Penso se vale a pena dizer a verdade ou se devo mentir. Mas chego à conclusão de que não tenho outra opção e então falo a verdade:

— Nosso pai desapareceu e estamos procurando por ele. Os sinais que temos encontrado, deixados por ele, nos trouxe a esse território. E com a ameaça de chuva, resolvemos chegar aqui.

Bom, é uma meia verdade. Realmente os sinais de nosso pai nos trouxe a esse território, só que não a essa casa. A vinda para esses lados foi deliberadamente uma escolha errada que fiz, da qual estou sinceramente arrependido. Quero consertar isso o mais rapidamente possível. Assim que for possível, quero tirar minha família deste lugar. Assim que a chuva der uma folguinha.

— Bom, sejam bem-vindos! – continua o homem que puxou conversa comigo. – Podem ficar aqui pelo tempo que acharem necessário.

Percebo que a maioria dos homens estão com olhos fixos em mim.

— Acho que seu pai não veio por essas bandas, não. Se tivesse passado por estes lados, saberíamos. Mas para onde seu pai estava indo? – agora quem me questiona é um homem um pouco mais velho do que o outro.

— Na verdade, o nosso pai foi raptado, ou capturado. Não sabemos exatamente o que houve com ele. Alguns seres desconhecidos, aparentemente não humanos, o levaram. Mas acredito que estamos perto de encontrá-lo. Pelo menos, estou com essa esperança.

— Huum! Entendi. – Acentua o último homem a falar comigo. – Bom, fique à vontade em nossa casa. Não ficamos muito por aqui durante o dia. E muitas vezes, nem chegamos a voltar à noite. Hoje viemos mais cedo por causa da chuva e porque os pequenos estavam com a gente. Estamos ensinando eles a usar as armas para caçar. Mas ainda são muito pequenos. Não têm muita habilidade.

Olho para as crianças, e elas estão olhando para nós. Depois voltam ao que estavam fazendo com a moça grávida.

— Qual é o clã de vocês? Estão viajando há muito tempo? – volta a perguntar o homem que insiste em estabelecer um diálogo comigo.
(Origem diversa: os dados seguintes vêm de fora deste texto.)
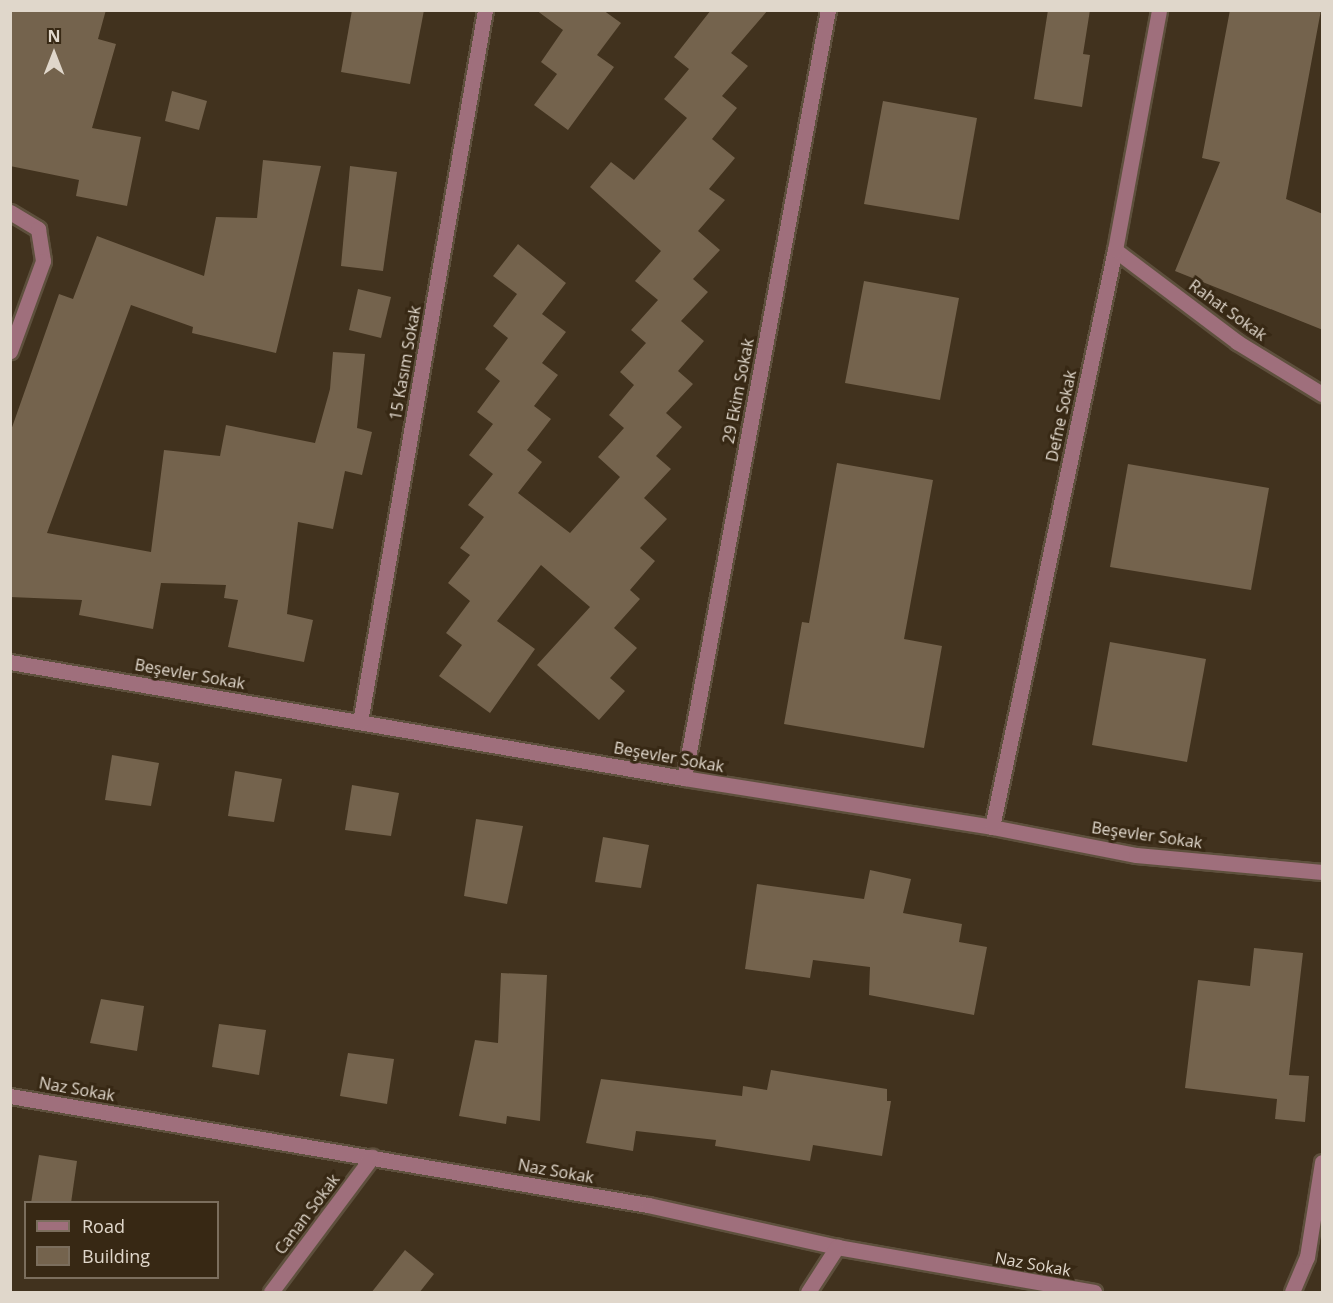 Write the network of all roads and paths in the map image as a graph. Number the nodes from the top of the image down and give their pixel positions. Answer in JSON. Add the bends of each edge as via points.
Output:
{"nodes":[{"id":1,"x":485,"y":10,"type":"edge"},
{"id":2,"x":828,"y":10,"type":"edge"},
{"id":3,"x":1159,"y":10,"type":"edge"},
{"id":4,"x":10,"y":212,"type":"edge"},
{"id":5,"x":1115,"y":250,"type":"junction"},
{"id":6,"x":11,"y":351,"type":"edge"},
{"id":7,"x":1323,"y":394,"type":"edge"},
{"id":8,"x":10,"y":662,"type":"edge"},
{"id":9,"x":360,"y":722,"type":"junction"},
{"id":10,"x":684,"y":778,"type":"junction"},
{"id":11,"x":992,"y":827,"type":"junction"},
{"id":12,"x":1323,"y":872,"type":"edge"},
{"id":13,"x":10,"y":1096,"type":"edge"},
{"id":14,"x":372,"y":1157,"type":"junction"},
{"id":15,"x":1323,"y":1162,"type":"edge"},
{"id":16,"x":837,"y":1247,"type":"junction"},
{"id":17,"x":271,"y":1293,"type":"edge"},
{"id":18,"x":808,"y":1293,"type":"edge"},
{"id":19,"x":1094,"y":1293,"type":"edge"},
{"id":20,"x":1292,"y":1293,"type":"edge"}],
"edges":[{"from":1,"to":9,"type":"street","name":"15 Kasım Sokak"},
{"from":2,"to":10,"type":"street","name":"29 Ekim Sokak"},
{"from":3,"to":5,"type":"street","name":"Defne Sokak"},
{"from":4,"to":6,"type":"street","via":[[16,212],[38,229],[43,261]]},
{"from":5,"to":7,"type":"street","name":"Rahat Sokak","via":[[1238,342]]},
{"from":5,"to":11,"type":"street","name":"Defne Sokak"},
{"from":8,"to":9,"type":"street","name":"Beşevler Sokak"},
{"from":9,"to":10,"type":"street","name":"Beşevler Sokak"},
{"from":10,"to":11,"type":"street","name":"Beşevler Sokak"},
{"from":11,"to":12,"type":"street","name":"Beşevler Sokak","via":[[1136,855]]},
{"from":13,"to":14,"type":"street","name":"Naz Sokak"},
{"from":14,"to":16,"type":"street","name":"Naz Sokak","via":[[648,1204]]},
{"from":14,"to":17,"type":"street","name":"Canan Sokak"},
{"from":15,"to":20,"type":"street","via":[[1306,1257]]},
{"from":16,"to":18,"type":"street"},
{"from":16,"to":19,"type":"street","name":"Naz Sokak"}]}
— Somos do clã Te'ýi, do território Yvy Mbyte Pygwa, o território do centro da Terra. Já tem muito tempo que saímos de nosso território e estamos à procura de nosso pai.

— Acho que conhecemos o seu clã. O clã dos silenciosos.

Achei interessante a observação dele. Em nos caracterizar assim. Acho que é uma boa caraterização.

— E o clã de vocês? Qual é o nome?

Eles se entreolham, e eu tento entender o que o olhar quis dizer, se eu seria ingênuo de não conhecer, ou se eles achavam bom que eu não conhecesse.

— Pensei que vocês soubessem. – Diz um deles, afinal. Acho que precisaria de uns meses aqui para saber quem é quem. – Somos o clã Jagwaretê Ypy.

"Jagwaretê Ypy...", eu penso. O clã das onças originárias. E me dou conta de que nunca ouvi desse clã. Olho para minha mãe, na esperança de que ela saiba quem são. Mas nada. Seu olhar é de um tom negativo. Ela também nunca ouviu falar desse clã. Fico pensando no significado do nome e tento entender.

Os homens do clã continuam conversando comigo. Perguntas simples, sem nenhum envolvimento maior, até que a comida deles fica pronta. Eles então comem silenciosamente. A chuva continua forte lá fora, e a noite cai sobre a casa grande. Todos se preparam para dormir. Minha insegurança, medo e desconfiança dissipam um pouco. Mas não totalmente. Aliás, como explicar a ausência quase total de mulheres? Bom, acho que pode acontecer, já que o contrário nos é contado nas histórias: o clã das Amazonas é composto só de mulheres. Então pensamentos passam por minha mente, na tentativa de lembrar desse clã, de alguma menção a ele. Mas nada.

Enfim, todos se preparam para dormir. Nós também. Minha mãe está com Mitã'ĩ em sua rede, Kunhã Rendy em uma outra rede. Quero estar por perto, para protegê-las caso algo aconteça. A crianças, aparentemente gêmeas, dormem em redes perto da jovem grávida. Eu continuo no chão, perto da rede de Kunhã Rendy e xe sy. Quando estou quase pegando no sono, percebo um barulho na rede de minha mãe. Mitã'ĩ desce da rede e vem para onde estou. Se abaixa e fala num sussurro em meu ouvido:

— Posso dormir aqui com você, mano?

— Claro! – eu respondo.

Ele se deita perto de mim, eu o cubro e ficamos ouvindo o barulho da chuva lá fora. Agora os raios não tão fortes e os trovões leves. Gosto de chuva. Ainda que longe de minha casa.